— Выбор: суточная зубная боль или твой получасовой взгляд — был бы решен без колебаний. — Поделилась я.
— В какую сторону?
— У меня нет выбора — зубы не болят.
— Прости, не хотел причинить тебе беспокойство. Ты гораздо красивее любой сцены. — Извернулся Никита. — Я жалел, что прожекторы не направлены на тебя. Как все эти люди могли занимать свои праздные умы пьесами Шекспира, когда можно было изучить прекрасную линию твоего носа?
Ну, заливает!
О линии носа — это он хорошо. Дело не в линии, разумеется. Все свежей, чем штампы о глазах.
Шутник стоял, смиренно сунув руки в карманы, на берегу Москвы-реки, на фоне храма Христа Спасителя, насмешливо улыбался и смотрел в воду. Его пушистые ресницы (штамп) трепетали, как у новобрачной.
Знает, что может нравиться, и шантажирует этим. Но его классически образованные, честные мозги вряд ли по достоинству оценивают необразованную изворотливость моего ума.
— Никита, я должна тебе кое-что сказать (открытый взгляд). Ты знаешь (опускаю глаза на воду), ты… (выразительная пауза. Героиня собирается с духом.) Ты… ты мне, конечно, очень нравишься. Я тебя даже люблю, как друга. Но дело в том, что у меня есть… (Пауза).
— Неправда.
Глупость сплошная.
— Нет, правда.
— Кто он? — Глухо спрашивает Никита.
— Не важно.
— И давно?
— Не знала, что станешь загонять в тупик!
— Извини, — в раздумье произносит он.
Пройдя десять шагов, оглядываюсь. Никита, сунув руки в карманы распахнутой куртки, неподвижно смотрит вниз, на воду. Еще утопится, неровен час.
Почему так много тягостного и непонятного в отношениях между людьми? Особенно, когда их тянет друг к другу.
Отношения с людьми в Москве сложны и запутаны. Отношения горожанина с людьми в селе — либо есть, либо нет.
Бабушка сидит за оградой на лавке, «отдышит» — отдыхает, то есть. Вокруг — зеленая буря, сильный ветер.
— Ох, и сорняки на огороде, — на вздохе говорит она. — Такие повымахали — жах один. Такая усталь меня берет, что и волосся болят.
Поставив на лавку мыльный таз, стираю свои любимые рваные джинсы, пережиток подросткового желания самоутвердиться.
— Ты в этаких штанах и в школу ходишь? — Бабушка все забывает, что я уже не учусь в школе.
— Да нет, — слегка смутившись, зачем-то говорю неправду.

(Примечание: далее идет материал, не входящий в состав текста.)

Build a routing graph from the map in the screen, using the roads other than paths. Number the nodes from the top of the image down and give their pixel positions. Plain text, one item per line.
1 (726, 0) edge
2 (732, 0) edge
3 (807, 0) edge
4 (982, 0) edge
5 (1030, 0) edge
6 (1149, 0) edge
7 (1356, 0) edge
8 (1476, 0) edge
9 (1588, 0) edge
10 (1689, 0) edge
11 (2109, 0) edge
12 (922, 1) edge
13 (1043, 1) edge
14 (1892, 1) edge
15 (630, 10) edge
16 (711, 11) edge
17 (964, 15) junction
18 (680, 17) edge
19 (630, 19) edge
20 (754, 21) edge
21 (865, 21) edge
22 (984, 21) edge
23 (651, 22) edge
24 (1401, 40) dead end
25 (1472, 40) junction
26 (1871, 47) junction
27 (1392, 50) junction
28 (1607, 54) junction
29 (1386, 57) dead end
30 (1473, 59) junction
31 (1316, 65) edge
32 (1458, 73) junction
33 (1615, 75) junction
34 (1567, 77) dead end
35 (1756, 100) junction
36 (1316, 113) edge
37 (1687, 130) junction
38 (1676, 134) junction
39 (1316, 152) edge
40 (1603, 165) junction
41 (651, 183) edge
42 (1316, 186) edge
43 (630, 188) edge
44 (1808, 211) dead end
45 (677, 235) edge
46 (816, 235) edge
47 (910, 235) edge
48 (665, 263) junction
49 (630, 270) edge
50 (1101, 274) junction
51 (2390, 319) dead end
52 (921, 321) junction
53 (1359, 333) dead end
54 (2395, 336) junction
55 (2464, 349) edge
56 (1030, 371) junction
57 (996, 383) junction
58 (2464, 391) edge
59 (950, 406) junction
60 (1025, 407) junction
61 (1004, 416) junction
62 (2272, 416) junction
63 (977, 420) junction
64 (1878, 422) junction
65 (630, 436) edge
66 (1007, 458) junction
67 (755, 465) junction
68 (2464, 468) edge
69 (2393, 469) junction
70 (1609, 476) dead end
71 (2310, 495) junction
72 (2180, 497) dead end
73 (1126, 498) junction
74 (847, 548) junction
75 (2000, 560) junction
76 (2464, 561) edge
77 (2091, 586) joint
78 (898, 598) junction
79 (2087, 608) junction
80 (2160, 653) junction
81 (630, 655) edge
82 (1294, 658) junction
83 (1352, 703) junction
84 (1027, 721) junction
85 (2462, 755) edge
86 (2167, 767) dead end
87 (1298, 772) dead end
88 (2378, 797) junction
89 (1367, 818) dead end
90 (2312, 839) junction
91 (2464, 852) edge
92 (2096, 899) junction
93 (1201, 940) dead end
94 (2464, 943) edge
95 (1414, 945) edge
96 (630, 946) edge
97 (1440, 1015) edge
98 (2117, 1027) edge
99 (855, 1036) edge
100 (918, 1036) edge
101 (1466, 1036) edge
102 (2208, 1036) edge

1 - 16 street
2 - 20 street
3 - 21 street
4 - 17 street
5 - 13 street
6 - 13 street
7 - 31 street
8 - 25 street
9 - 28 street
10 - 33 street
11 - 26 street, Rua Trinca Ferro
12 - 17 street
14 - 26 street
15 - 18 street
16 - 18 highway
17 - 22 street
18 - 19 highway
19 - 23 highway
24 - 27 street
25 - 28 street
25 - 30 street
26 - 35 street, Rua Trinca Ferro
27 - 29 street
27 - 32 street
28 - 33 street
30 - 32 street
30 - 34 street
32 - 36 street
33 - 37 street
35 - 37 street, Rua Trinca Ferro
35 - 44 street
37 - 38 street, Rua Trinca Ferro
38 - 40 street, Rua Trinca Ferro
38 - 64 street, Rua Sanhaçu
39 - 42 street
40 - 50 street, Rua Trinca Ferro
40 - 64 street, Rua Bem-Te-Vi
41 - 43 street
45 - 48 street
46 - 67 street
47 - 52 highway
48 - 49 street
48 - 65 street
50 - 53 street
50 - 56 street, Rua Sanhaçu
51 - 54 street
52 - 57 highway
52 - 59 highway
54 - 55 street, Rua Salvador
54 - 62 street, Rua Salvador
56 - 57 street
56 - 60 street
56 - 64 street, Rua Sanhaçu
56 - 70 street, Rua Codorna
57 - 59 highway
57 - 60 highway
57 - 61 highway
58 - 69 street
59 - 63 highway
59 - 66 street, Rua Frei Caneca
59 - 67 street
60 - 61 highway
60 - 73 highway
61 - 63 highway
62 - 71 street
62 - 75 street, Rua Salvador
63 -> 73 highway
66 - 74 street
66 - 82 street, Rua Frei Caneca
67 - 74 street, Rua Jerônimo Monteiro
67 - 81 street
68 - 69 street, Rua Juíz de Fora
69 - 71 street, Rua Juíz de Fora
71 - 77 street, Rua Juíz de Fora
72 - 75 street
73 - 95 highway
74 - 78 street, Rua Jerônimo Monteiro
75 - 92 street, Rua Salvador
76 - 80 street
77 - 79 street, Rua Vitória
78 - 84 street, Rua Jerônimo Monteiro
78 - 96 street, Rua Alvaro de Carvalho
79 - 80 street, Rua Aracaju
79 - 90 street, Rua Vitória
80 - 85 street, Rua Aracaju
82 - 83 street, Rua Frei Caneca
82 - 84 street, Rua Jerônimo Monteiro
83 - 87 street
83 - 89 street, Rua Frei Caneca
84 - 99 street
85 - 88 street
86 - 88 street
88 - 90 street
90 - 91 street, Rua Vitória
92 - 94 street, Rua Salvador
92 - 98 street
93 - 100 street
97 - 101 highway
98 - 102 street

— Я думала, они модняцки. У меня, деточка, не было денег да время модничать. Как придет недиля, — воскресенье — хочется погулять, пойти с дивчатами, а не в чем. Сижу дома. Так я иногда к сестре…
— У вас есть сестры? — Ну не знаю я родовы своей.
— Как же, — несколько обижается она. — Нас много было. Мать два раза взамужем была. От первого Маруся, к ей я и ходила за юбкой.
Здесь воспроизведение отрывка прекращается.